Task: The entries below should be repeated exactly, with no pictures carried over.

[Stored items]

——

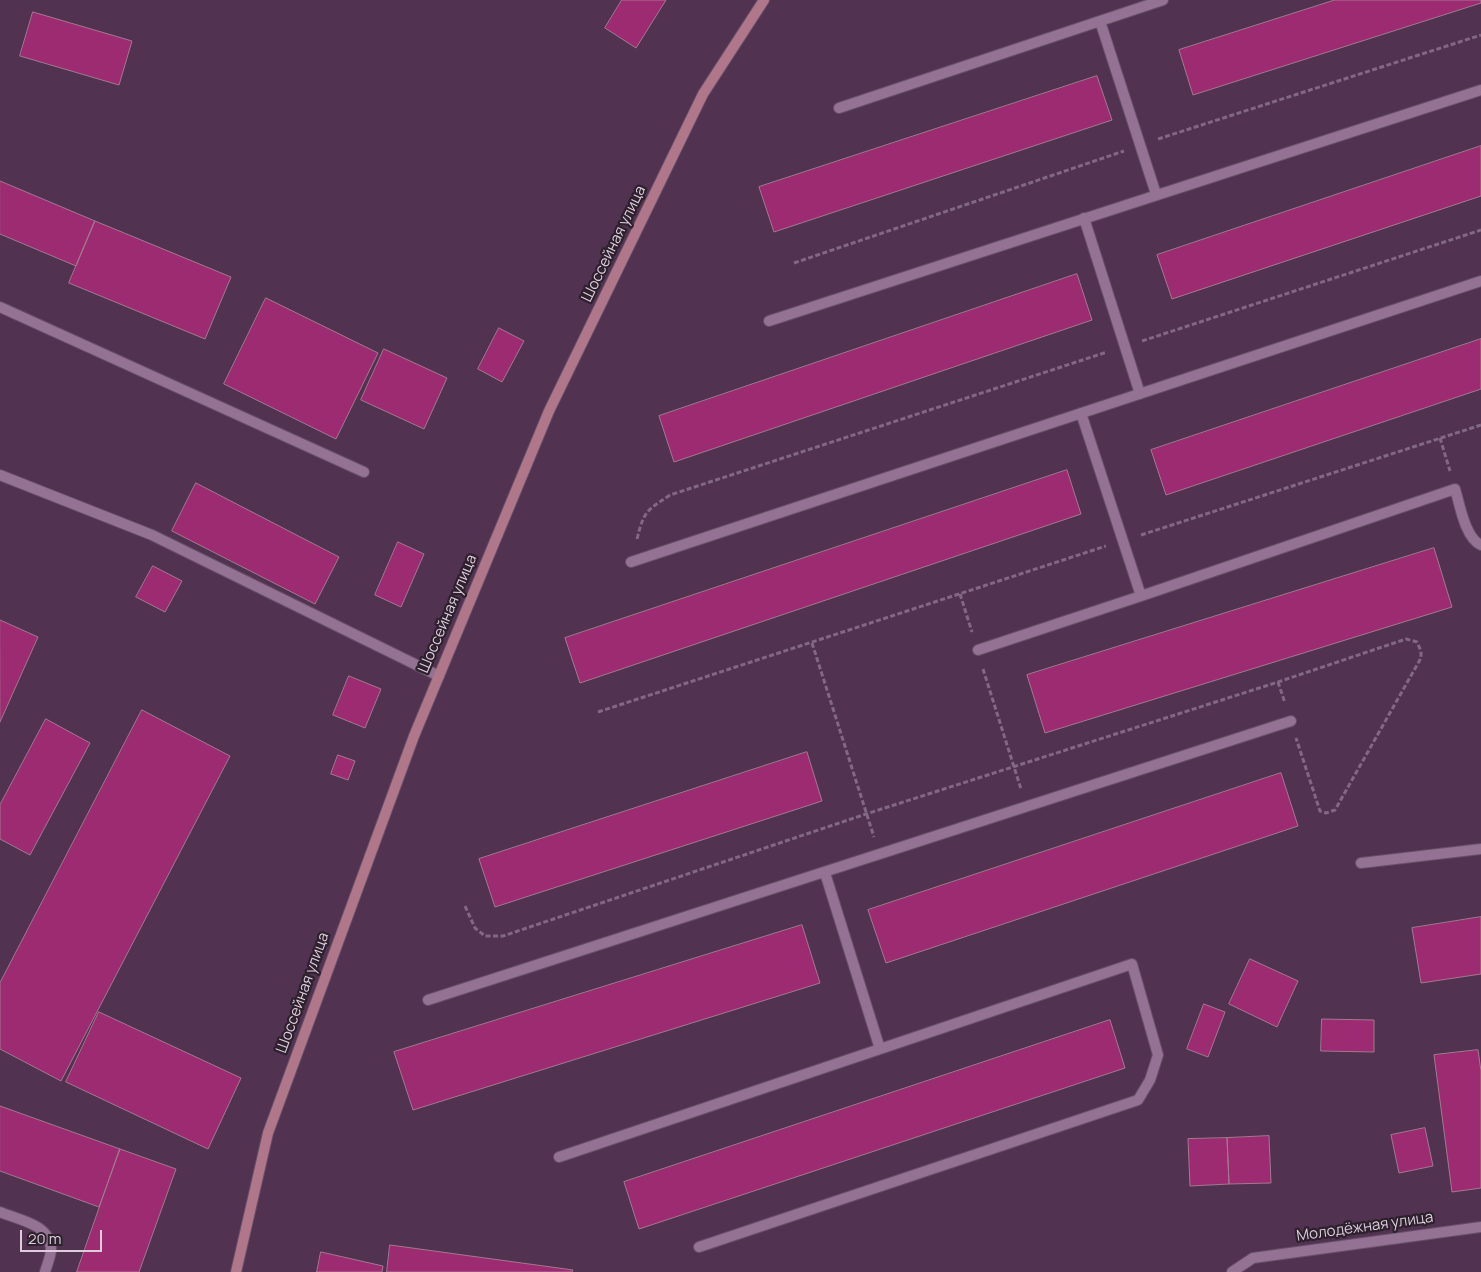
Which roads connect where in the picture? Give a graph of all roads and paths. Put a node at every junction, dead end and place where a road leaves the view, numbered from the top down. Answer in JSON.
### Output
{"nodes":[{"id":1,"x":764,"y":0,"type":"edge"},
{"id":2,"x":1163,"y":0,"type":"edge"},
{"id":3,"x":1100,"y":21,"type":"junction"},
{"id":4,"x":1481,"y":90,"type":"edge"},
{"id":5,"x":839,"y":108,"type":"dead end"},
{"id":6,"x":1156,"y":194,"type":"junction"},
{"id":7,"x":1084,"y":218,"type":"junction"},
{"id":8,"x":1481,"y":230,"type":"edge"},
{"id":9,"x":1481,"y":281,"type":"edge"},
{"id":10,"x":0,"y":307,"type":"edge"},
{"id":11,"x":769,"y":321,"type":"dead end"},
{"id":12,"x":1125,"y":346,"type":"junction"},
{"id":13,"x":1140,"y":394,"type":"junction"},
{"id":14,"x":1080,"y":413,"type":"junction"},
{"id":15,"x":1481,"y":425,"type":"edge"},
{"id":16,"x":1440,"y":438,"type":"junction"},
{"id":17,"x":364,"y":472,"type":"dead end"},
{"id":18,"x":0,"y":475,"type":"edge"},
{"id":19,"x":1455,"y":489,"type":"junction"},
{"id":20,"x":1123,"y":541,"type":"junction"},
{"id":21,"x":1481,"y":545,"type":"edge"},
{"id":22,"x":631,"y":562,"type":"joint"},
{"id":23,"x":960,"y":594,"type":"junction"},
{"id":24,"x":1141,"y":596,"type":"junction"},
{"id":25,"x":812,"y":642,"type":"junction"},
{"id":26,"x":978,"y":650,"type":"junction"},
{"id":27,"x":439,"y":676,"type":"junction"},
{"id":28,"x":1278,"y":682,"type":"junction"},
{"id":29,"x":598,"y":712,"type":"dead end"},
{"id":30,"x":1291,"y":721,"type":"junction"},
{"id":31,"x":1014,"y":766,"type":"junction"},
{"id":32,"x":1027,"y":807,"type":"junction"},
{"id":33,"x":866,"y":814,"type":"junction"},
{"id":34,"x":1481,"y":849,"type":"edge"},
{"id":35,"x":879,"y":855,"type":"junction"},
{"id":36,"x":1361,"y":863,"type":"dead end"},
{"id":37,"x":825,"y":873,"type":"junction"},
{"id":38,"x":465,"y":906,"type":"dead end"},
{"id":39,"x":428,"y":1000,"type":"dead end"},
{"id":40,"x":880,"y":1049,"type":"junction"},
{"id":41,"x":558,"y":1156,"type":"dead end"},
{"id":42,"x":0,"y":1212,"type":"edge"},
{"id":43,"x":1481,"y":1227,"type":"edge"},
{"id":44,"x":699,"y":1246,"type":"dead end"},
{"id":45,"x":45,"y":1272,"type":"edge"},
{"id":46,"x":236,"y":1272,"type":"edge"},
{"id":47,"x":1232,"y":1272,"type":"edge"}],
"edges":[{"from":1,"to":27,"type":"main road","name":"Шоссейная улица"},
{"from":2,"to":3,"type":"street"},
{"from":3,"to":5,"type":"street"},
{"from":3,"to":6,"type":"street"},
{"from":4,"to":6,"type":"street"},
{"from":6,"to":7,"type":"street"},
{"from":7,"to":11,"type":"street"},
{"from":7,"to":12,"type":"street"},
{"from":8,"to":12,"type":"path"},
{"from":9,"to":13,"type":"street"},
{"from":10,"to":17,"type":"street"},
{"from":12,"to":13,"type":"street"},
{"from":12,"to":22,"type":"path"},
{"from":13,"to":14,"type":"street"},
{"from":14,"to":20,"type":"street"},
{"from":14,"to":22,"type":"street"},
{"from":15,"to":16,"type":"path"},
{"from":16,"to":19,"type":"path"},
{"from":16,"to":20,"type":"path"},
{"from":18,"to":27,"type":"street"},
{"from":19,"to":21,"type":"street"},
{"from":19,"to":24,"type":"street"},
{"from":20,"to":23,"type":"path"},
{"from":20,"to":24,"type":"street"},
{"from":23,"to":25,"type":"path"},
{"from":23,"to":26,"type":"path"},
{"from":24,"to":26,"type":"street"},
{"from":25,"to":29,"type":"path"},
{"from":25,"to":33,"type":"path"},
{"from":26,"to":31,"type":"path"},
{"from":27,"to":46,"type":"main road","name":"Шоссейная улица"},
{"from":28,"to":30,"type":"path"},
{"from":28,"to":30,"type":"path"},
{"from":28,"to":31,"type":"path"},
{"from":30,"to":32,"type":"street"},
{"from":31,"to":32,"type":"path"},
{"from":31,"to":33,"type":"path"},
{"from":32,"to":35,"type":"street"},
{"from":33,"to":35,"type":"path"},
{"from":33,"to":38,"type":"path"},
{"from":34,"to":36,"type":"street"},
{"from":35,"to":37,"type":"street"},
{"from":37,"to":39,"type":"street"},
{"from":37,"to":40,"type":"street"},
{"from":40,"to":41,"type":"street"},
{"from":40,"to":44,"type":"street"},
{"from":42,"to":45,"type":"street"},
{"from":43,"to":47,"type":"street","name":"Молодёжная улица"}]}
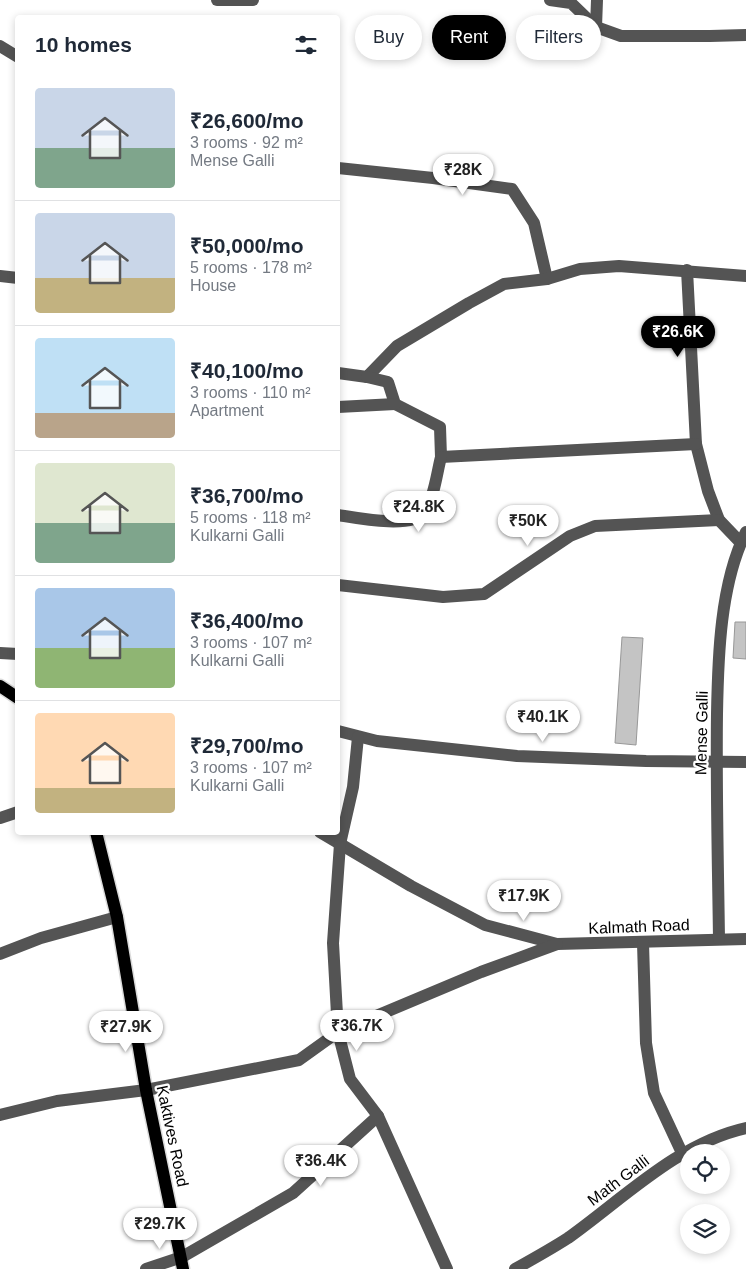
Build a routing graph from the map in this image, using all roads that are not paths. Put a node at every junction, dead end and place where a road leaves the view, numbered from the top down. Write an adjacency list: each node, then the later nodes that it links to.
1 (217, 0): 2 (street)
2 (253, 0)
3 (550, 0): 5 (street)
4 (597, 0): 6 (street)
5 (584, 15)
6 (596, 15)
7 (601, 29): 8 (street)
8 (746, 35)
9 (0, 46): 10 (street)
10 (15, 55)
11 (340, 168): 16 (street)
12 (687, 270): 14 (street); 16 (street); 21 (street)
13 (0, 276): 15 (street)
14 (746, 276)
15 (15, 278)
16 (546, 279): 18 (street)
17 (340, 373): 18 (street)
18 (367, 377): 19 (street)
19 (395, 404): 20 (street); 22 (street)
20 (340, 407)
21 (696, 444): 22 (street); 24 (street)
22 (441, 457): 23 (street)
23 (340, 515)
24 (719, 520): 25 (street); 26 (street)
25 (743, 538): 33 (street, Mense Galli)
26 (340, 585)
27 (0, 653): 28 (street)
28 (15, 654)
29 (0, 686): 30 (main road)
30 (15, 696)
31 (340, 732): 32 (street)
32 (358, 736): 33 (street); 39 (street)
33 (716, 762): 34 (street); 41 (street, Mense Galli)
34 (746, 762)
35 (15, 813): 36 (street)
36 (0, 818)
37 (97, 835): 40 (main road, Kaktives Road)
38 (325, 835): 39 (street, Kalmath Road)
39 (340, 844): 44 (street, Kalmath Road); 46 (street)
40 (117, 917): 45 (street); 47 (main road, Kaktives Road)
41 (719, 939): 42 (street, Kalmath Road); 43 (street, Kalmath Road)
42 (746, 939)
43 (643, 943): 44 (street, Kalmath Road); 52 (street)
44 (557, 944): 46 (street)
45 (0, 954)
46 (338, 1032): 47 (street); 49 (street)
47 (146, 1090): 48 (street); 54 (main road, Kaktives Road)
48 (0, 1115)
49 (378, 1116): 54 (street); 56 (street)
50 (746, 1128): 51 (street, Math Galli)
51 (703, 1144)
52 (680, 1149)
53 (680, 1154): 57 (street, Math Galli)
54 (182, 1263): 55 (street)
55 (146, 1269)
56 (447, 1269)
57 (515, 1269)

——

Written solution:
Which roads connect where in the picture? Give a graph of all roads and paths. Put a node at every junction, dead end and place where a road leaves the view, numbered from the top down. Answer in JSON.
### Output
{"nodes":[{"id":1,"x":764,"y":0,"type":"edge"},
{"id":2,"x":1163,"y":0,"type":"edge"},
{"id":3,"x":1100,"y":21,"type":"junction"},
{"id":4,"x":1481,"y":90,"type":"edge"},
{"id":5,"x":839,"y":108,"type":"dead end"},
{"id":6,"x":1156,"y":194,"type":"junction"},
{"id":7,"x":1084,"y":218,"type":"junction"},
{"id":8,"x":1481,"y":230,"type":"edge"},
{"id":9,"x":1481,"y":281,"type":"edge"},
{"id":10,"x":0,"y":307,"type":"edge"},
{"id":11,"x":769,"y":321,"type":"dead end"},
{"id":12,"x":1125,"y":346,"type":"junction"},
{"id":13,"x":1140,"y":394,"type":"junction"},
{"id":14,"x":1080,"y":413,"type":"junction"},
{"id":15,"x":1481,"y":425,"type":"edge"},
{"id":16,"x":1440,"y":438,"type":"junction"},
{"id":17,"x":364,"y":472,"type":"dead end"},
{"id":18,"x":0,"y":475,"type":"edge"},
{"id":19,"x":1455,"y":489,"type":"junction"},
{"id":20,"x":1123,"y":541,"type":"junction"},
{"id":21,"x":1481,"y":545,"type":"edge"},
{"id":22,"x":631,"y":562,"type":"joint"},
{"id":23,"x":960,"y":594,"type":"junction"},
{"id":24,"x":1141,"y":596,"type":"junction"},
{"id":25,"x":812,"y":642,"type":"junction"},
{"id":26,"x":978,"y":650,"type":"junction"},
{"id":27,"x":439,"y":676,"type":"junction"},
{"id":28,"x":1278,"y":682,"type":"junction"},
{"id":29,"x":598,"y":712,"type":"dead end"},
{"id":30,"x":1291,"y":721,"type":"junction"},
{"id":31,"x":1014,"y":766,"type":"junction"},
{"id":32,"x":1027,"y":807,"type":"junction"},
{"id":33,"x":866,"y":814,"type":"junction"},
{"id":34,"x":1481,"y":849,"type":"edge"},
{"id":35,"x":879,"y":855,"type":"junction"},
{"id":36,"x":1361,"y":863,"type":"dead end"},
{"id":37,"x":825,"y":873,"type":"junction"},
{"id":38,"x":465,"y":906,"type":"dead end"},
{"id":39,"x":428,"y":1000,"type":"dead end"},
{"id":40,"x":880,"y":1049,"type":"junction"},
{"id":41,"x":558,"y":1156,"type":"dead end"},
{"id":42,"x":0,"y":1212,"type":"edge"},
{"id":43,"x":1481,"y":1227,"type":"edge"},
{"id":44,"x":699,"y":1246,"type":"dead end"},
{"id":45,"x":45,"y":1272,"type":"edge"},
{"id":46,"x":236,"y":1272,"type":"edge"},
{"id":47,"x":1232,"y":1272,"type":"edge"}],
"edges":[{"from":1,"to":27,"type":"main road","name":"Шоссейная улица"},
{"from":2,"to":3,"type":"street"},
{"from":3,"to":5,"type":"street"},
{"from":3,"to":6,"type":"street"},
{"from":4,"to":6,"type":"street"},
{"from":6,"to":7,"type":"street"},
{"from":7,"to":11,"type":"street"},
{"from":7,"to":12,"type":"street"},
{"from":8,"to":12,"type":"path"},
{"from":9,"to":13,"type":"street"},
{"from":10,"to":17,"type":"street"},
{"from":12,"to":13,"type":"street"},
{"from":12,"to":22,"type":"path"},
{"from":13,"to":14,"type":"street"},
{"from":14,"to":20,"type":"street"},
{"from":14,"to":22,"type":"street"},
{"from":15,"to":16,"type":"path"},
{"from":16,"to":19,"type":"path"},
{"from":16,"to":20,"type":"path"},
{"from":18,"to":27,"type":"street"},
{"from":19,"to":21,"type":"street"},
{"from":19,"to":24,"type":"street"},
{"from":20,"to":23,"type":"path"},
{"from":20,"to":24,"type":"street"},
{"from":23,"to":25,"type":"path"},
{"from":23,"to":26,"type":"path"},
{"from":24,"to":26,"type":"street"},
{"from":25,"to":29,"type":"path"},
{"from":25,"to":33,"type":"path"},
{"from":26,"to":31,"type":"path"},
{"from":27,"to":46,"type":"main road","name":"Шоссейная улица"},
{"from":28,"to":30,"type":"path"},
{"from":28,"to":30,"type":"path"},
{"from":28,"to":31,"type":"path"},
{"from":30,"to":32,"type":"street"},
{"from":31,"to":32,"type":"path"},
{"from":31,"to":33,"type":"path"},
{"from":32,"to":35,"type":"street"},
{"from":33,"to":35,"type":"path"},
{"from":33,"to":38,"type":"path"},
{"from":34,"to":36,"type":"street"},
{"from":35,"to":37,"type":"street"},
{"from":37,"to":39,"type":"street"},
{"from":37,"to":40,"type":"street"},
{"from":40,"to":41,"type":"street"},
{"from":40,"to":44,"type":"street"},
{"from":42,"to":45,"type":"street"},
{"from":43,"to":47,"type":"street","name":"Молодёжная улица"}]}
Build a routing graph from the map in this image, using all roads that are not paths. Put a node at every junction, dead end and place where a road leaves the view, numbered from the top down. Write an adjacency list: each node, then the later nodes that it links to.
1 (217, 0): 2 (street)
2 (253, 0)
3 (550, 0): 5 (street)
4 (597, 0): 6 (street)
5 (584, 15)
6 (596, 15)
7 (601, 29): 8 (street)
8 (746, 35)
9 (0, 46): 10 (street)
10 (15, 55)
11 (340, 168): 16 (street)
12 (687, 270): 14 (street); 16 (street); 21 (street)
13 (0, 276): 15 (street)
14 (746, 276)
15 (15, 278)
16 (546, 279): 18 (street)
17 (340, 373): 18 (street)
18 (367, 377): 19 (street)
19 (395, 404): 20 (street); 22 (street)
20 (340, 407)
21 (696, 444): 22 (street); 24 (street)
22 (441, 457): 23 (street)
23 (340, 515)
24 (719, 520): 25 (street); 26 (street)
25 (743, 538): 33 (street, Mense Galli)
26 (340, 585)
27 (0, 653): 28 (street)
28 (15, 654)
29 (0, 686): 30 (main road)
30 (15, 696)
31 (340, 732): 32 (street)
32 (358, 736): 33 (street); 39 (street)
33 (716, 762): 34 (street); 41 (street, Mense Galli)
34 (746, 762)
35 (15, 813): 36 (street)
36 (0, 818)
37 (97, 835): 40 (main road, Kaktives Road)
38 (325, 835): 39 (street, Kalmath Road)
39 (340, 844): 44 (street, Kalmath Road); 46 (street)
40 (117, 917): 45 (street); 47 (main road, Kaktives Road)
41 (719, 939): 42 (street, Kalmath Road); 43 (street, Kalmath Road)
42 (746, 939)
43 (643, 943): 44 (street, Kalmath Road); 52 (street)
44 (557, 944): 46 (street)
45 (0, 954)
46 (338, 1032): 47 (street); 49 (street)
47 (146, 1090): 48 (street); 54 (main road, Kaktives Road)
48 (0, 1115)
49 (378, 1116): 54 (street); 56 (street)
50 (746, 1128): 51 (street, Math Galli)
51 (703, 1144)
52 (680, 1149)
53 (680, 1154): 57 (street, Math Galli)
54 (182, 1263): 55 (street)
55 (146, 1269)
56 (447, 1269)
57 (515, 1269)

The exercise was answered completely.